Characters in 1999's Being John Malkovich paid $50 to spend 15 minutes inside the head of the actor. Three years later, the author of Being John Malkovich, Charlie Kaufman, is giving audiences the ability do something similar but getting a much better deal: now you can spend 2 hours in the head Kaufman for a $10 movie ticket.

Adaptation., Kaufman's -style attempt to create some form of screenplay adaptation out of Susan Orlean's The Orchid Thief, comes with the complete acknowledgment that nothing in the film is free from his extremely active imagination. From beginning to end, the film is wrought with Kaufmanisms that are more than simply a screenwriter brushing up source material, but is actually the deconstruction of one author's work through the psyche of another.

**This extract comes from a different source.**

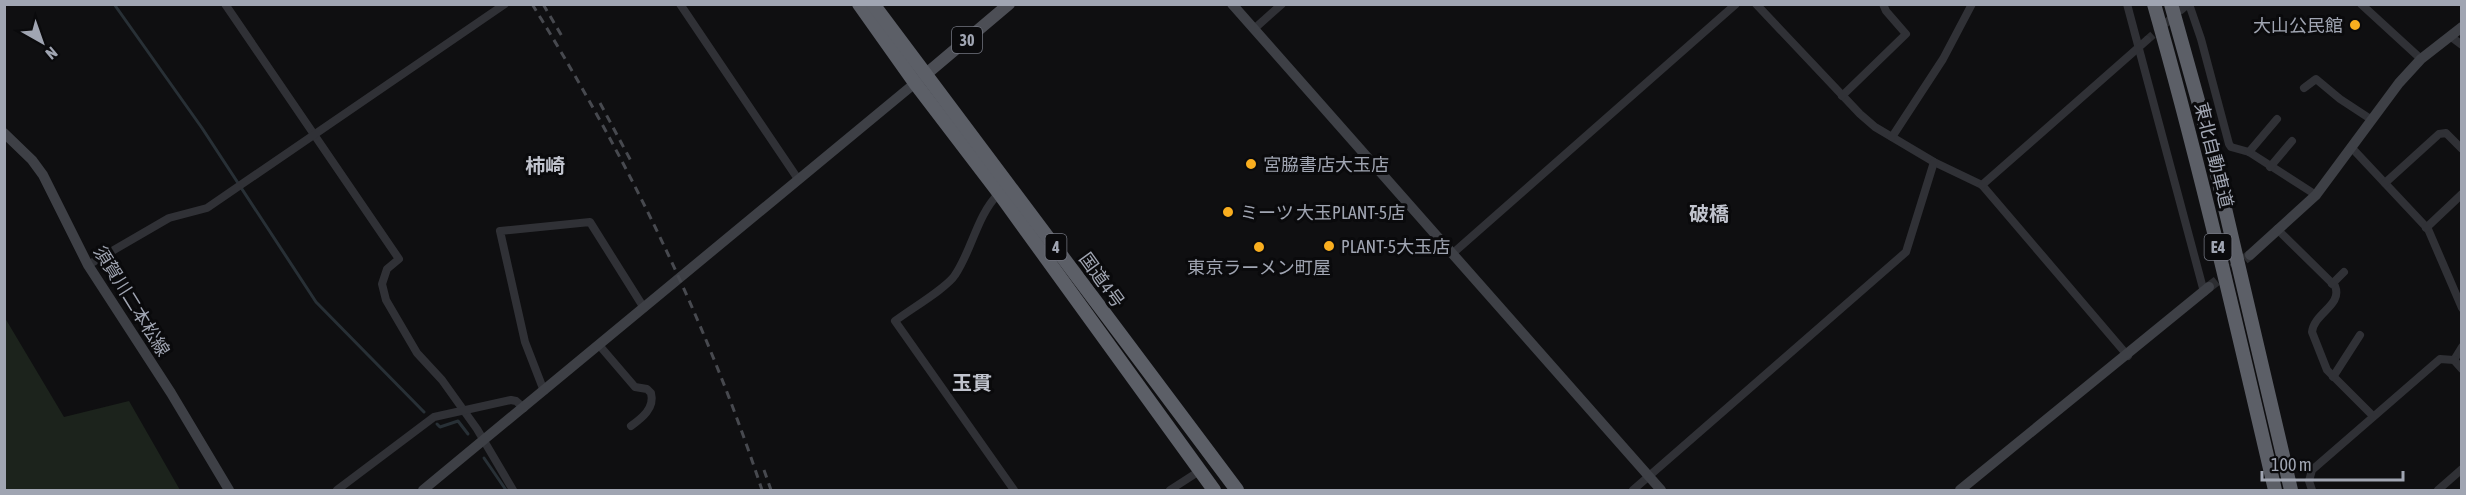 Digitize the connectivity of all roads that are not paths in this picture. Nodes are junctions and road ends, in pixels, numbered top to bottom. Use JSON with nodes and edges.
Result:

As it turns out, Adaptation. isn't really about Orlean's The Orchid Thief, but instead Kaufman's inability to successfully adapt it (the fact that he does somewhat do this inadvertently is a minor miracle). Struggling to make a cinematic vision out of the metaphorical prose found in Orlean's nonfiction work, Kaufman finds it easier to write about himself (Cage) and his relationship to everyone dealing with the book, including Orlean (Streep) and the book's quasi-subject John LaRoche (Cooper). And, thus, Adaptation. becomes a screenplay about adapting a screenplay in a self-referential, metafilmic vacuum of art and metaphor.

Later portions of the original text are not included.